***** Source material

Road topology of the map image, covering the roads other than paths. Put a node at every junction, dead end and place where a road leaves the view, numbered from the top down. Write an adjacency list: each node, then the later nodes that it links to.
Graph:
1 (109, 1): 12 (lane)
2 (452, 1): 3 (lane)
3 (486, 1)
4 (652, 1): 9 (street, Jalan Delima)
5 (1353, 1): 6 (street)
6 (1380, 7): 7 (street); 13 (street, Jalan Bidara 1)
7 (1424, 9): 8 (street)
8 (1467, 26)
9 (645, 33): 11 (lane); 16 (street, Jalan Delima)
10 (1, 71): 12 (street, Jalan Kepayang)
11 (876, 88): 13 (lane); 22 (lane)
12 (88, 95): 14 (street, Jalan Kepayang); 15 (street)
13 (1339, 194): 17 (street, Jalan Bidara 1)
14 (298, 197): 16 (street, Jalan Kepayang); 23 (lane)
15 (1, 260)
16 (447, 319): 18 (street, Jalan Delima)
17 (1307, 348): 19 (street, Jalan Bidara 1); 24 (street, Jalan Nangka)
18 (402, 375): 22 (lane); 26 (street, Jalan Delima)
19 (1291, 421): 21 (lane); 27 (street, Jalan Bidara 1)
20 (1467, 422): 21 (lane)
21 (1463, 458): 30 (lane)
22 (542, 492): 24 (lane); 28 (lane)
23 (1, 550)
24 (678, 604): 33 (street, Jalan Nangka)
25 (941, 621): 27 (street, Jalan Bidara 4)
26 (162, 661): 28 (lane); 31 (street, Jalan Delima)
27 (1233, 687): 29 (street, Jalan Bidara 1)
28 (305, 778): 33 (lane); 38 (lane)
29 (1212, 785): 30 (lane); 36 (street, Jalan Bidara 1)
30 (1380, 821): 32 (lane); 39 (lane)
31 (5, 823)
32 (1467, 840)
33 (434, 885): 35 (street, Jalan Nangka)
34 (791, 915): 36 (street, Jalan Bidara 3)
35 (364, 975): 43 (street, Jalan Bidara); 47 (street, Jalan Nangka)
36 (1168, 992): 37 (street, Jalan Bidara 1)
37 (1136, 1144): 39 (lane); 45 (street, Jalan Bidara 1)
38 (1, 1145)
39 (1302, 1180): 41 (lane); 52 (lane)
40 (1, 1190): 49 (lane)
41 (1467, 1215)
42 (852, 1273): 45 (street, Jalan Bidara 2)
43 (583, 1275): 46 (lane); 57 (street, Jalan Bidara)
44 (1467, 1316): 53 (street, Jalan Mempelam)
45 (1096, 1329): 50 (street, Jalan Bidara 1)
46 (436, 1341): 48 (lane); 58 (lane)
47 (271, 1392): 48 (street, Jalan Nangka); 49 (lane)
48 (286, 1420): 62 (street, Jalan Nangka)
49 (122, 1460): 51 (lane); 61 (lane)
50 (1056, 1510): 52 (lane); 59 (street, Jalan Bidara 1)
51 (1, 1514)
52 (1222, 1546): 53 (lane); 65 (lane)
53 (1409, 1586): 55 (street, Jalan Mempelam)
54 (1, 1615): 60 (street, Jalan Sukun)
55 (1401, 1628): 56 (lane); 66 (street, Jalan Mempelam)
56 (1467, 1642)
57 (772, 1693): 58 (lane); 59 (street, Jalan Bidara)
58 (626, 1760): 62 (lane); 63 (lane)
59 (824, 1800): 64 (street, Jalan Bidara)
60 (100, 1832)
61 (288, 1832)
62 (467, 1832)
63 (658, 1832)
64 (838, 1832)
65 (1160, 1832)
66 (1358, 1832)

**********

Please transcribe every entry above exactly as it appears.

Road topology of the map image, covering the roads other than paths. Put a node at every junction, dead end and place where a road leaves the view, numbered from the top down. Write an adjacency list: each node, then the later nodes that it links to.
Graph:
1 (109, 1): 12 (lane)
2 (452, 1): 3 (lane)
3 (486, 1)
4 (652, 1): 9 (street, Jalan Delima)
5 (1353, 1): 6 (street)
6 (1380, 7): 7 (street); 13 (street, Jalan Bidara 1)
7 (1424, 9): 8 (street)
8 (1467, 26)
9 (645, 33): 11 (lane); 16 (street, Jalan Delima)
10 (1, 71): 12 (street, Jalan Kepayang)
11 (876, 88): 13 (lane); 22 (lane)
12 (88, 95): 14 (street, Jalan Kepayang); 15 (street)
13 (1339, 194): 17 (street, Jalan Bidara 1)
14 (298, 197): 16 (street, Jalan Kepayang); 23 (lane)
15 (1, 260)
16 (447, 319): 18 (street, Jalan Delima)
17 (1307, 348): 19 (street, Jalan Bidara 1); 24 (street, Jalan Nangka)
18 (402, 375): 22 (lane); 26 (street, Jalan Delima)
19 (1291, 421): 21 (lane); 27 (street, Jalan Bidara 1)
20 (1467, 422): 21 (lane)
21 (1463, 458): 30 (lane)
22 (542, 492): 24 (lane); 28 (lane)
23 (1, 550)
24 (678, 604): 33 (street, Jalan Nangka)
25 (941, 621): 27 (street, Jalan Bidara 4)
26 (162, 661): 28 (lane); 31 (street, Jalan Delima)
27 (1233, 687): 29 (street, Jalan Bidara 1)
28 (305, 778): 33 (lane); 38 (lane)
29 (1212, 785): 30 (lane); 36 (street, Jalan Bidara 1)
30 (1380, 821): 32 (lane); 39 (lane)
31 (5, 823)
32 (1467, 840)
33 (434, 885): 35 (street, Jalan Nangka)
34 (791, 915): 36 (street, Jalan Bidara 3)
35 (364, 975): 43 (street, Jalan Bidara); 47 (street, Jalan Nangka)
36 (1168, 992): 37 (street, Jalan Bidara 1)
37 (1136, 1144): 39 (lane); 45 (street, Jalan Bidara 1)
38 (1, 1145)
39 (1302, 1180): 41 (lane); 52 (lane)
40 (1, 1190): 49 (lane)
41 (1467, 1215)
42 (852, 1273): 45 (street, Jalan Bidara 2)
43 (583, 1275): 46 (lane); 57 (street, Jalan Bidara)
44 (1467, 1316): 53 (street, Jalan Mempelam)
45 (1096, 1329): 50 (street, Jalan Bidara 1)
46 (436, 1341): 48 (lane); 58 (lane)
47 (271, 1392): 48 (street, Jalan Nangka); 49 (lane)
48 (286, 1420): 62 (street, Jalan Nangka)
49 (122, 1460): 51 (lane); 61 (lane)
50 (1056, 1510): 52 (lane); 59 (street, Jalan Bidara 1)
51 (1, 1514)
52 (1222, 1546): 53 (lane); 65 (lane)
53 (1409, 1586): 55 (street, Jalan Mempelam)
54 (1, 1615): 60 (street, Jalan Sukun)
55 (1401, 1628): 56 (lane); 66 (street, Jalan Mempelam)
56 (1467, 1642)
57 (772, 1693): 58 (lane); 59 (street, Jalan Bidara)
58 (626, 1760): 62 (lane); 63 (lane)
59 (824, 1800): 64 (street, Jalan Bidara)
60 (100, 1832)
61 (288, 1832)
62 (467, 1832)
63 (658, 1832)
64 (838, 1832)
65 (1160, 1832)
66 (1358, 1832)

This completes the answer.